Come sempre, i fondi archivistici indagati con acribia e intelligenza critica riservano sorprese e insperate acquisizioni, che, inserite nella storia della letteratura, possono rivelare passaggi diversi nella produzione di un autore rappresentativo come Stefano D’Arrigo che, dopo lo spericolato grande Horcynus, si misurò con una scrittura realistica, vivace e arguta, di indubbia efficacia narrativa.
L'autore
- Gabriella Palli Baroni laureata in Lettere Classiche a Pavia, allieva di Lanfranco Caretti, perfezionata a Chicago e a San Diego sul pensiero scientifico rinascimentale e su Machiavelli, vive a Roma. Scrittrice e saggista, è studiosa di letteratura dell’800 e del 900 ed è critica di letteratura contemporanea.
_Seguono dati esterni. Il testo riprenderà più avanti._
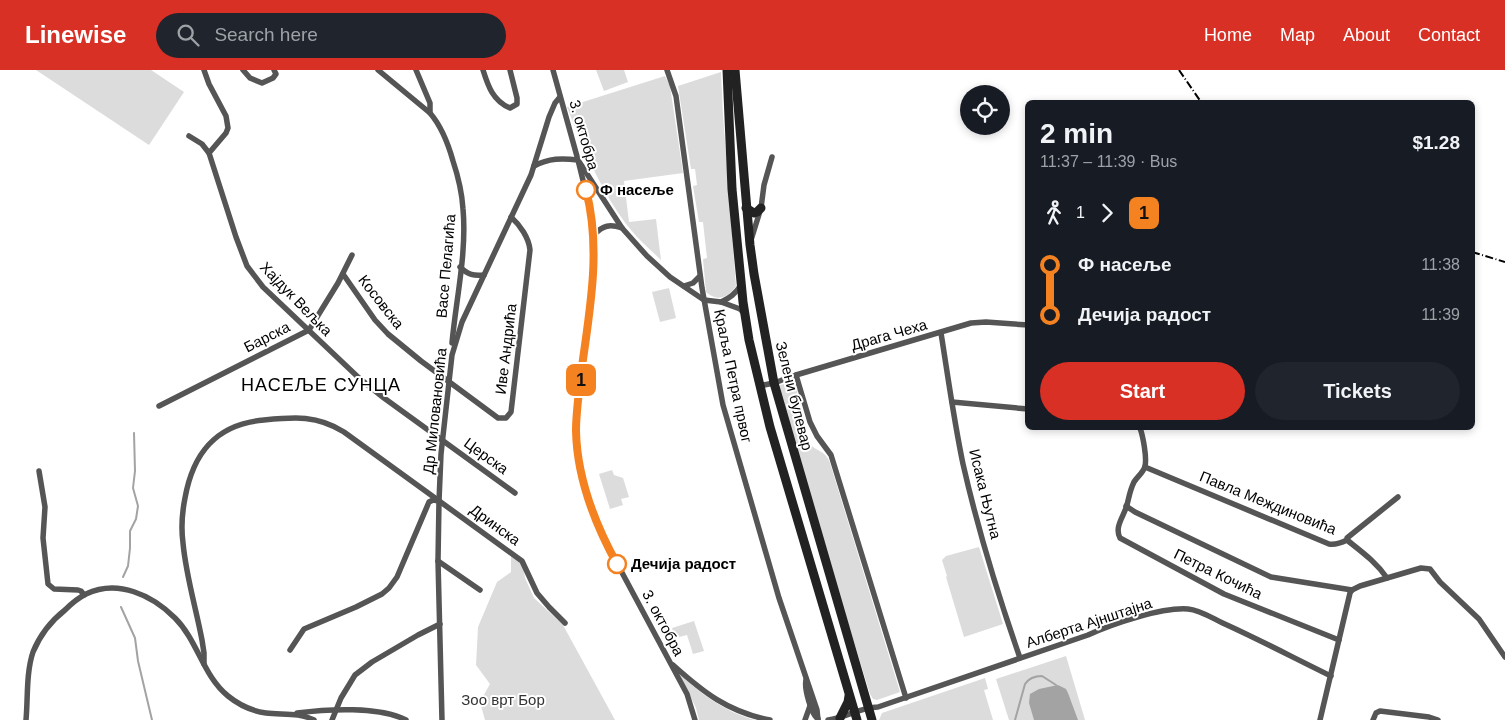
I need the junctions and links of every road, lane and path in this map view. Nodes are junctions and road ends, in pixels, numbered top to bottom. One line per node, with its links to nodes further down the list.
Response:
1 (204, 70): 15 (street)
2 (243, 70): 3 (street)
3 (274, 70)
4 (378, 70): 13 (street)
5 (416, 70): 13 (street, Васе Пелагића)
6 (483, 70): 7 (street)
7 (510, 70)
8 (553, 70): 12 (street, 3. октобра)
9 (667, 70): 29 (street, Краља Петра првог)
10 (727, 70): 30 (street, Зелени булевар)
11 (735, 70): 19 (street, Зелени булевар)
12 (560, 97): 17 (street, 3. октобра); 18 (street, Др Миловановића)
13 (430, 113): 26 (street, Васе Пелагића)
14 (189, 136): 15 (street, Хајдук Вељка)
15 (209, 154): 36 (street, Хајдук Вељка)
16 (772, 157): 20 (street)
17 (578, 160): 18 (street); 22 (street); 23 (street, 3. октобра)
18 (534, 166): 21 (street, Др Миловановића)
19 (746, 208): 20 (street); 24 (street, Зелени булевар)
20 (761, 208): 24 (street)
21 (511, 217): 28 (street, Др Миловановића); 40 (street, Иве Андрића)
22 (622, 228): 23 (street); 31 (street)
23 (594, 234): 66 (street, 3. октобра)
24 (750, 245): 41 (street, Зелени булевар)
25 (352, 255): 27 (street, Барска)
26 (460, 267): 28 (street); 38 (street, Васе Пелагића)
27 (343, 274): 36 (street, Барска); 40 (street, Косовска)
28 (484, 275): 38 (street, Др Миловановића)
29 (700, 276): 31 (street); 32 (street, Краља Петра првог)
30 (741, 285): 33 (street); 34 (street, Зелени булевар)
31 (684, 286): 32 (street)
32 (704, 300): 33 (street); 69 (street, Краља Петра првог)
33 (720, 302): 34 (street)
34 (744, 313): 42 (street, Зелени булевар)
35 (1025, 325): 37 (street, Драга Чеха)
36 (309, 330): 44 (street, Барска); 47 (street, Хајдук Вељка)
37 (941, 333): 39 (street, Драга Чеха); 43 (street, Исака Њутна)
38 (452, 355): 40 (street, Др Миловановића)
39 (796, 376): 41 (street, Драга Чеха); 71 (street)
40 (448, 381): 47 (street, Др Миловановића)
41 (774, 383): 42 (street, Драга Чеха); 74 (street, Зелени булевар)
42 (759, 386): 70 (street, Зелени булевар)
43 (952, 402): 45 (street); 65 (street, Исака Њутна)
44 (159, 406)
45 (1025, 409)
46 (1141, 430): 48 (street)
47 (442, 440): 50 (street, Церска); 52 (street, Др Миловановића)
48 (1145, 467): 53 (street); 54 (street, Павла Междиновића)
49 (39, 471): 59 (street)
50 (515, 493)
51 (1398, 497): 54 (street, Павла Междиновића)
52 (439, 501): 55 (street, Др Миловановића); 61 (street, Дринска); 63 (street); 67 (street, Дринска)
53 (1126, 506): 58 (street); 62 (street, Петра Кочића)
54 (1347, 540): 56 (street)
55 (438, 561): 57 (street); 60 (street, Др Миловановића)
56 (1387, 578): 58 (street); 64 (street)
57 (480, 590)
58 (1352, 590): 62 (street)
59 (84, 595): 67 (street); 78 (street)
60 (440, 624): 73 (street); 82 (street, Др Миловановића)
61 (565, 624)
62 (1339, 640): 68 (street)
63 (290, 650)
64 (1505, 657)
65 (1020, 658): 68 (street, Алберта Ајнштајна); 71 (street, Алберта Ајнштајна)
66 (670, 661): 83 (street, 3. октобра); 84 (street)
67 (204, 664): 75 (street)
68 (1331, 676): 88 (street)
69 (806, 680): 72 (street, Краља Петра првог); 86 (street, Краља Петра првог)
70 (849, 693): 76 (street, Зелени булевар); 77 (street)
71 (906, 698): 74 (street, Алберта Ајнштајна)
72 (810, 704): 85 (street); 86 (street, Краља Петра првог)
73 (336, 711): 75 (street); 80 (street); 81 (street)
74 (873, 713): 76 (street); 76 (street)
75 (291, 714): 79 (street)
76 (857, 717): 77 (street)
77 (840, 718): 87 (street)
78 (26, 720)
79 (314, 720)
80 (332, 720)
81 (406, 720)
82 (442, 720)
83 (696, 720)
84 (770, 720)
85 (806, 720)
86 (818, 720)
87 (828, 720)
88 (1320, 720)
89 (1373, 720): 90 (street)
90 (1438, 720)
Collaboratrice di «Strumenti Critici», «L’Illuminista», «Il Ponte» e di altre riviste italiane e straniere, si è dedicata in particolare ad Attilio Bertolucci, del quale ha curato il Meridiano Mondadori Opere, le prose Ho rubato due versi a Baudelaire, gli scritti sul cinema e sull’arte, e a Vittorio Sereni, del quale ha curato i carteggi con Bertolucci (Una lunga amicizia. Lettere 1938-1983, Garzanti 1993) e con Ungaretti Un filo d’acqua per dissetarsi. Lettere 1949-1969, Archinto, 2013). Ha inoltre pubblicato l’antologia Dagli Scapigliati ai Crepuscolari (Istituto Poligrafico dello Stato 2000) e Tavolozza di Emilio Praga (Nuova SI, 2008). È autrice di saggi sulla poesia di Amelia Rosselli e ha collaborato al Meridiano L’opera poetica, uscito nel 2012 e al numero monografico XV, 2-2013 di «Moderna» (Serra, 2015). Nel 2020 ha pubblicato di Attilio e Ninetta Bertolucci, Il nostro desiderio di diventare rondini. Poesie e lettere (Garzanti).